If the compiler can prove that `x` and `y` point to different locations in
memory, the two operations can in theory be executed in parallel (by e.g.
loading them into different registers and working on them independently).
However in *general* the compiler can't do this because if x and y point to
the same location in memory, the operations need to be done to the same value,
and they can't just be merged afterwards.
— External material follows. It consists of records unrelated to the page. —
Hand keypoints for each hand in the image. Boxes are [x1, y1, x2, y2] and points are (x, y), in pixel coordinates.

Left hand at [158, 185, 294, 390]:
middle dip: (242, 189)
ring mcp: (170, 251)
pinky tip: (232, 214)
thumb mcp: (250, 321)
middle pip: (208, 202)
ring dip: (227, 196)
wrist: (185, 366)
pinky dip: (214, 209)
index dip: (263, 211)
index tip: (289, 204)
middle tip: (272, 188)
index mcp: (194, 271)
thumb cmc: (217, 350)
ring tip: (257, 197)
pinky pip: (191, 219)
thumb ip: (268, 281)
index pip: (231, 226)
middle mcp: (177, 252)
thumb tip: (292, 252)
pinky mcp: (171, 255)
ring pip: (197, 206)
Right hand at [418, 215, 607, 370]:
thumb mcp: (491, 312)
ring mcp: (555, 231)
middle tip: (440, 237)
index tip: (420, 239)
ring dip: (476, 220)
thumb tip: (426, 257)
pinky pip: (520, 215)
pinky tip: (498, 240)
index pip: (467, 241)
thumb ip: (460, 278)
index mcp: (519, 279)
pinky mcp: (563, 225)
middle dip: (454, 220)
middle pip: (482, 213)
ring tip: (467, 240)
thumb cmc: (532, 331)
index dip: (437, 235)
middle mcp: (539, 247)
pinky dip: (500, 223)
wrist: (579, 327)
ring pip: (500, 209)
When you use GEP inbounds, you are specifically telling LLVM that the offsets
you're about to do are within the bounds of a single allocated entity. The
ultimate payoff being that LLVM can assume that if two pointers are known to
point to two disjoint objects, all the offsets of those pointers are *also*
known to not alias (because you won't just end up in some random place in
memory). LLVM is heavily optimized to work with GEP offsets, and inbounds
offsets are the best of all, so it's important that we use them as much as
possible.
So that's what GEP's about, how can it cause us trouble?
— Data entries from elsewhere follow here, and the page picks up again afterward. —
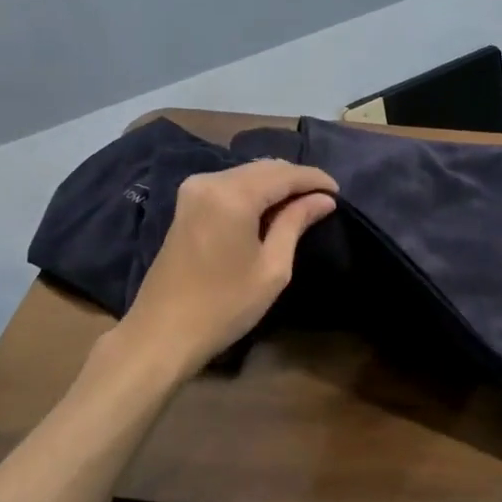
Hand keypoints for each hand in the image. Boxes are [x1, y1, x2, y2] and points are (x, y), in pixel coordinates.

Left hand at [119, 159, 337, 372]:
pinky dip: (255, 191)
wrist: (162, 333)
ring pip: (247, 174)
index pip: (284, 174)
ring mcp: (193, 190)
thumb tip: (323, 199)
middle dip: (296, 179)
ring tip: (303, 204)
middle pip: (264, 168)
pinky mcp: (187, 204)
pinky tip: (271, 209)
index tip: (339, 192)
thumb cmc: (225, 305)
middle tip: (324, 199)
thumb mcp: (272, 268)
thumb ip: (296, 223)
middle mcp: (210, 181)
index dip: (314, 180)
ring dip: (276, 184)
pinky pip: (230, 185)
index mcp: (232, 195)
The first problem is that we index into arrays with unsigned integers, but
GEP (and as a consequence `ptr::offset`) takes a *signed integer*. This means
that half of the seemingly valid indices into an array will overflow GEP and
actually go in the wrong direction! As such we must limit all allocations to
`isize::MAX` elements. This actually means we only need to worry about
byte-sized objects, because e.g. `> isize::MAX` `u16`s will truly exhaust all of
the system's memory. However in order to avoid subtle corner cases where someone
reinterprets some array of `< isize::MAX` objects as bytes, std limits all
allocations to `isize::MAX` bytes.
On all 64-bit targets that Rust currently supports we're artificially limited
to significantly less than all 64 bits of the address space (modern x64
platforms only expose 48-bit addressing), so we can rely on just running out of
memory first. However on 32-bit targets, particularly those with extensions to
use more of the address space (PAE x86 or x32), it's theoretically possible to
successfully allocate more than `isize::MAX` bytes of memory.
However since this is a tutorial, we're not going to be particularly optimal
here, and just unconditionally check, rather than use clever platform-specific
`cfg`s.
The other corner-case we need to worry about is *empty* allocations. There will
be two kinds of empty allocations we need to worry about: `cap = 0` for all T,
and `cap > 0` for zero-sized types.
These cases are tricky because they come
down to what LLVM means by "allocated". LLVM's notion of an
allocation is significantly more abstract than how we usually use it. Because
LLVM needs to work with different languages' semantics and custom allocators,
it can't really intimately understand allocation. Instead, the main idea behind
allocation is "doesn't overlap with other stuff". That is, heap allocations,
stack allocations, and globals don't randomly overlap. Yep, it's about alias
analysis. As such, Rust can technically play a bit fast an loose with the notion of
an allocation as long as it's *consistent*.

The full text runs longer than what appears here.